WORK TO COMPLETE — Every line of the entries below that carries the string "lane" should be copied.

*** RAW DATA Section Begins ***

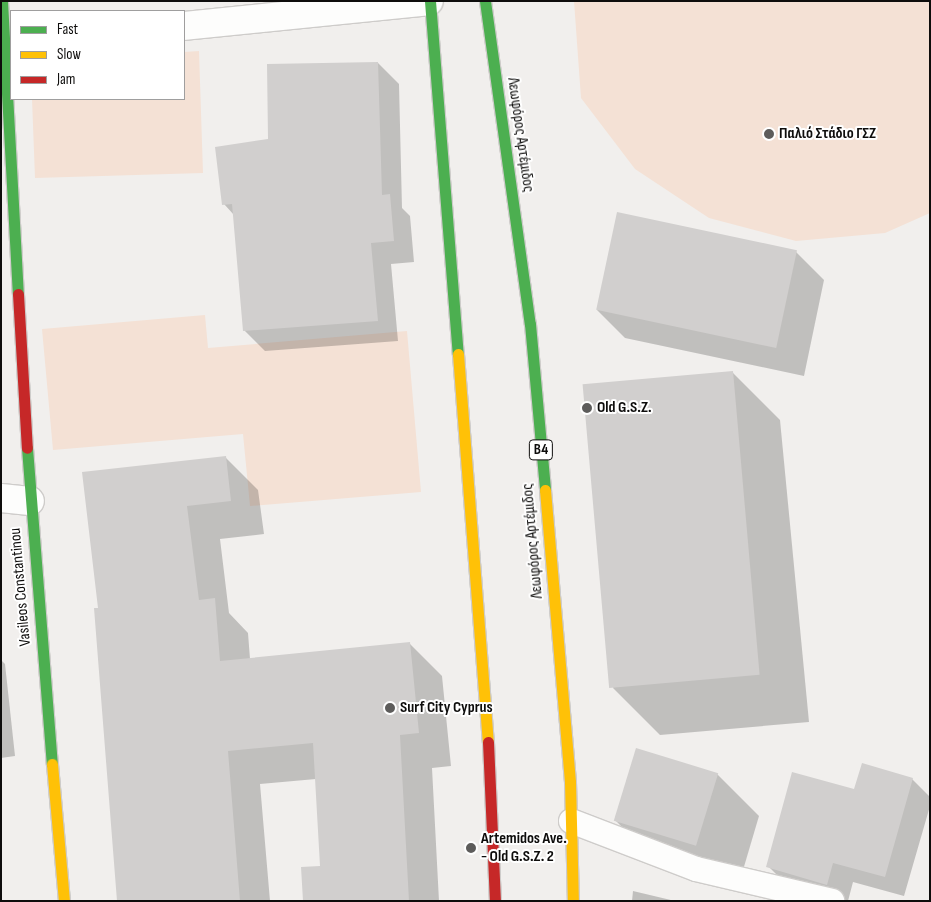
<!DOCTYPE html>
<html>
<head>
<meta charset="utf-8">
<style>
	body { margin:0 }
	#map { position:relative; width:931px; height:902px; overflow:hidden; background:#f1efed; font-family:"Sofia Sans Condensed",sans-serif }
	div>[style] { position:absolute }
	.green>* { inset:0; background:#f4e1d5 }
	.shadow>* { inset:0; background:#0003 }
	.building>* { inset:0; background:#d1cfce; transform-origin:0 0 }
	.roads { filter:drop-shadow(1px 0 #ceccca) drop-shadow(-1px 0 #ceccca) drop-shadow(0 1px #ceccca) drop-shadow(0 -1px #ceccca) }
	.lane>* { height:24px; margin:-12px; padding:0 12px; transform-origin:12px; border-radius:12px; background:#fdfdfc }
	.street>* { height:28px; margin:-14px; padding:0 14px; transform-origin:14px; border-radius:14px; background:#fdfdfc }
	.fast>* { height:11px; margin:-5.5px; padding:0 5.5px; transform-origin:5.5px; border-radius:5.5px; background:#4caf50 }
	.slow>* { height:11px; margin:-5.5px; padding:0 5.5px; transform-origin:5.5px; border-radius:5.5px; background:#ffc107 }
	.jam>* { height:11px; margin:-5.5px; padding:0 5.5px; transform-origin:5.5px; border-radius:5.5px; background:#c62828 }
	.dots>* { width:14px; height:14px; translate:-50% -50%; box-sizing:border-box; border:2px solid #fff; border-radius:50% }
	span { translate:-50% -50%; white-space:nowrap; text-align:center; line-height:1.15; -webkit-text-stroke:4px #fff; paint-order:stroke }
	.shield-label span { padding:1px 4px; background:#fff; border:1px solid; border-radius:4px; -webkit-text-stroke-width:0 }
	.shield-label { font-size:15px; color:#0e0d0c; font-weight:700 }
	.poi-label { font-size:16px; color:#0e0d0c; font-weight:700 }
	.left { translate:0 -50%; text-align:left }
	.street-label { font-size:16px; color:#0e0d0c }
	.frame { position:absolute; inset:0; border:2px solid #0e0d0c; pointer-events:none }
	.legend { position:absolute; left:10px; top:10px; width:175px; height:90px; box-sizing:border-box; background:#fff; border:1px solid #9f9e9e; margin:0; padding:6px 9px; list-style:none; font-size:15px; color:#0e0d0c }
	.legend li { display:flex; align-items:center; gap:10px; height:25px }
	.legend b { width:25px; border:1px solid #9f9e9e }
</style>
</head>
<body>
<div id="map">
	<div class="green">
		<i style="clip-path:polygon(574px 1px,930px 1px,930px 213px,885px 233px,796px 241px,709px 218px,635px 169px,581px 98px)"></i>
		<i style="clip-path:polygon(199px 51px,203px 173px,35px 178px,32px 99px,184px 99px,184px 52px)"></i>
		<i style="clip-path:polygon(205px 315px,208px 348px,407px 331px,421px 492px,250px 506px,243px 434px,53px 450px,42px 329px)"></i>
	</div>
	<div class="shadow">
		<i style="clip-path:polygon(378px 63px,399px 84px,402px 208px,410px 216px,414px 262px,391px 264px,398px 341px,265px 351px,244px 330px,234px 215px,224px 204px,269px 140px)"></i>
		<i style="clip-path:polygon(796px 252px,824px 280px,804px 376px,625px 338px,597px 310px)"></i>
		<i style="clip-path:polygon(733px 373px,780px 420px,809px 722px,660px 735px,613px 688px)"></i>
		<i style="clip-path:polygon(225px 457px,258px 490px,264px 534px,220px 539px,229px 613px,248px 633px,250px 659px,409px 643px,442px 676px,451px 766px,432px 768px,439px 901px,304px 901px,321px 867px,316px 779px,260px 784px,270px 901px,119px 901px,108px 601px)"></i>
		<i style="clip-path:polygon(1px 660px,5px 664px,15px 756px,1px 758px)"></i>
		<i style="clip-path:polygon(717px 774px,759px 816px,738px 887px,657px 862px,615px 820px)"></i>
		<i style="clip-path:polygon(912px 779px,930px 797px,930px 806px,904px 896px,853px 882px,848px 901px,835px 901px,788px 886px,768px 866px,855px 791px)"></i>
		<i style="clip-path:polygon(633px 891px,675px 901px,632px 901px)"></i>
	</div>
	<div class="building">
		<i style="clip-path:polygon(378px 62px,382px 195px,390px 194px,394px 241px,371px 243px,378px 321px,243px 331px,232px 204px,222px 205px,215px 147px,268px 139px,267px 64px)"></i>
		<i style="left:617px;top:212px;width:184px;height:100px;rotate:12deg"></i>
		<i style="left:733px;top:371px;width:305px;height:151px;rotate:85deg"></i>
		<i style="clip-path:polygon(226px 456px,231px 501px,187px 506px,199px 600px,215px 598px,220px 661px,410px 642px,419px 733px,400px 735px,409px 901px,303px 901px,301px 867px,320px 866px,313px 743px,228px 751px,240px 901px,117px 901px,94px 608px,98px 608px,82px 472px)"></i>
		<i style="left:636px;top:748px;width:86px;height:76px;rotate:17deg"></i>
		<i style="clip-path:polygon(862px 763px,913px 778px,885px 877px,833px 863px,827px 885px,766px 867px,792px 772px,854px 789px)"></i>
	</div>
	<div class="roads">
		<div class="lane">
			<i style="left:571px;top:821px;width:134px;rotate:21deg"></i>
			<i style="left:696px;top:869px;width:140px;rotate:13.2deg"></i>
		</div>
		<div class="street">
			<i style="left:184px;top:26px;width:246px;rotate:-5.8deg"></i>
			<i style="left:1px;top:498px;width:29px;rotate:6deg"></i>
		</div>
		<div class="fast">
			<i style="left:2px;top:1px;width:293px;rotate:86.9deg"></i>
			<i style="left:430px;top:1px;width:354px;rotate:85.5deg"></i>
			<i style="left:485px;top:1px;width:326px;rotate:82.1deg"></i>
			<i style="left:530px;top:324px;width:167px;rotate:84.8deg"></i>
			<i style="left:27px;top:448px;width:317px;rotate:85.5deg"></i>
		</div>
		<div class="slow">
			<i style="left:458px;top:354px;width:389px;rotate:85.6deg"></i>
			<i style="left:545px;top:490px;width:293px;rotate:85.1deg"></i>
			<i style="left:570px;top:782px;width:119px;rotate:88.6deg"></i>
			<i style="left:52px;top:764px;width:138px;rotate:85deg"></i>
		</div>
		<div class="jam">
			<i style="left:18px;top:294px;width:154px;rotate:86.7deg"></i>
			<i style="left:488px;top:742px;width:159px;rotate:87.5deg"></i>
		</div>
	</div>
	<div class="dots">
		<i style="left:769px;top:134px;background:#5d5c5b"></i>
		<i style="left:587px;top:408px;background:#5d5c5b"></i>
		<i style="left:390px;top:708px;background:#5d5c5b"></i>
		<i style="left:471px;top:848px;background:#5d5c5b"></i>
	</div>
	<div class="shield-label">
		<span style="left:541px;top:450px">B4</span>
	</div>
	<div class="poi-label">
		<span class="left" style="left:779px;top:134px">Παλιό Στάδιο ΓΣΖ</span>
		<span class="left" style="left:597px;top:408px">Old G.S.Z.</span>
		<span class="left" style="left:400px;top:708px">Surf City Cyprus</span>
		<span class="left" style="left:481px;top:848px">Artemidos Ave.<br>- Old G.S.Z. 2</span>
	</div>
	<div class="street-label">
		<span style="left:520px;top:135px;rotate:82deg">Λεωφόρος Αρτέμιδος</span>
		<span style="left:533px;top:541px;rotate:-95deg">Λεωφόρος Αρτέμιδος</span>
		<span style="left:21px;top:587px;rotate:-95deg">Vasileos Constantinou</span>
	</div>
	<div class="frame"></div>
	<ul class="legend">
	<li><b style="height:6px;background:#4caf50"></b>Fast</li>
	<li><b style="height:6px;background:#ffc107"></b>Slow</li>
	<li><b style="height:6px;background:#c62828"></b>Jam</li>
	</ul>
</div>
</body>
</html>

*** RAW DATA Section Ends ***

RESULT OF THIS TASK —
	.lane>* { height:24px; margin:-12px; padding:0 12px; transform-origin:12px; border-radius:12px; background:#fdfdfc }
		<div class="lane">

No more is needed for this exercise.